As has ended up happening with video games, which now enjoy much broader popularity and are no longer a taboo or niche experience, table games They also experienced a similar revolution in the early 90s. What was then a geek hobby suddenly jumped onto the shelves of major toy stores.
Although it is true that giants like Monopoly o Trivial They continue to be something much more universal, that today in any store we can find games that are further removed from the four traditional classics, we have to thank a genius who, passionate about table gamesone day he decided that his permanent job in a bank was not as fulfilling as society wanted him to believe.
From working in a bank to experiencing the Games Workshop explosion
Since childhood, his idea of playing with toy soldiers was radically different from what other children pursued.

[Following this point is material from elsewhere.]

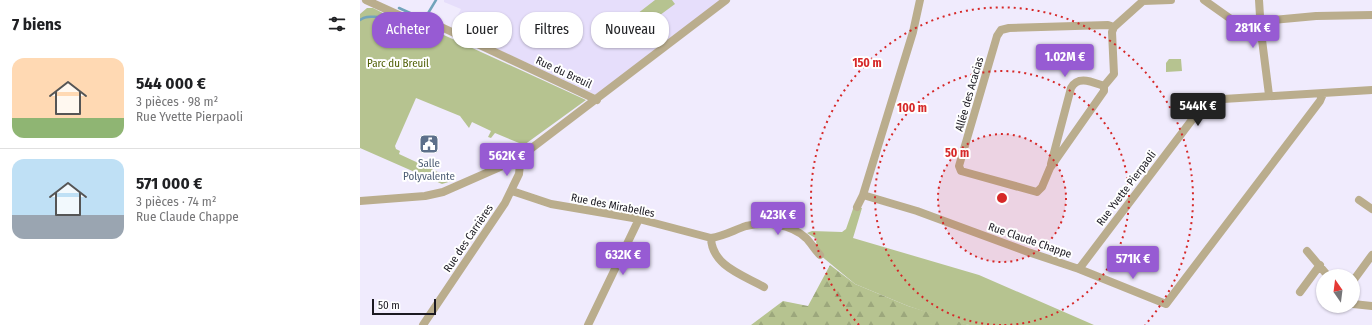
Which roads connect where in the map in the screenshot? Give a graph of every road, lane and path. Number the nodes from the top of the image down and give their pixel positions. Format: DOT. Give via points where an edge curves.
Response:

Stephen Baker He did not use them as a target to shoot from afar, but instead dedicated himself to painting them meticulously and, in order not to damage his creations, he devised a system of simulated attacks using dice in the purest Dungeons and Dragons style.
With his father supporting the hobby with strategy books and role-playing rules, his passion for these types of games never waned, so when the opportunity came to work at a local game store that was close to the bank where he worked , did not hesitate for a second to abandon an apparently stable and promising career for something that would fulfill him much more. That store would end up becoming the seed of the giant that would later become Games Workshop.
By then Baker He didn’t know what the future held for him, but the perfect breeding ground for what would be a much more successful life was being created around him. While attention toward witchcraft and sword fantasy was beginning to grow among children along with the “Choose Your Own Adventure” book fever, toy companies were on the hunt for the next big hit.
Looking for supplies for a new prototype, someone from the defunct company MB called that small store where he worked Baker, and he was the one who got on the phone. After a long conversation about games and miniatures, that worker invited our protagonist to participate in a session as a tester of several games.
From that fruitful collaboration would arise the possibility of entering the big leagues, where Baker He had access to big bosses MB to whom from time to time he would present proposals for new ideas, among them timid variations of the adapted role-playing campaigns that he mounted with his figures.
HeroQuest, the board game that changed everything
Interested in the possibility of bringing this style of play to the masses, MB and Baker contacted Games Workshop to close a collaboration and they got to work under the attentive direction of our protagonist. Have the miniatures team Citadel It was a gift that Baker was not going to waste.
To ensure that his product and miniatures were appealing to the little ones, he carried out several tests in schools while modifying the rules and the board to make it as agile and accessible an experience as possible. And this should not be another niche game that satisfied Baker’s tastes, it should be a game for the massesand between different tests and starting from scratch to touch up here and there, he finally considered his work completed.
The game HeroQuest It hit stores in 1989 and, to everyone’s surprise, became a bomb. Coming from the hand of MB guaranteed it a place on the shelves of large toy stores and shopping centers, and as the company’s advertising gave it an additional push, the idea ended up selling by the bucketload.
In the United Kingdom alone, it managed to sell more than 125,000 copies in its first year in stores and, with its jump to the United States and even more massive success, HeroQuest It grew through expansions and even video games while the brand was abandoned between mergers and purchases.
Was Hasbrojust three years ago, the one that, supported by the potential of the brand, decided to give it a second chance that was far from the success of yesteryear, but that serves to remind us to what extent that job change also changed the board game industry.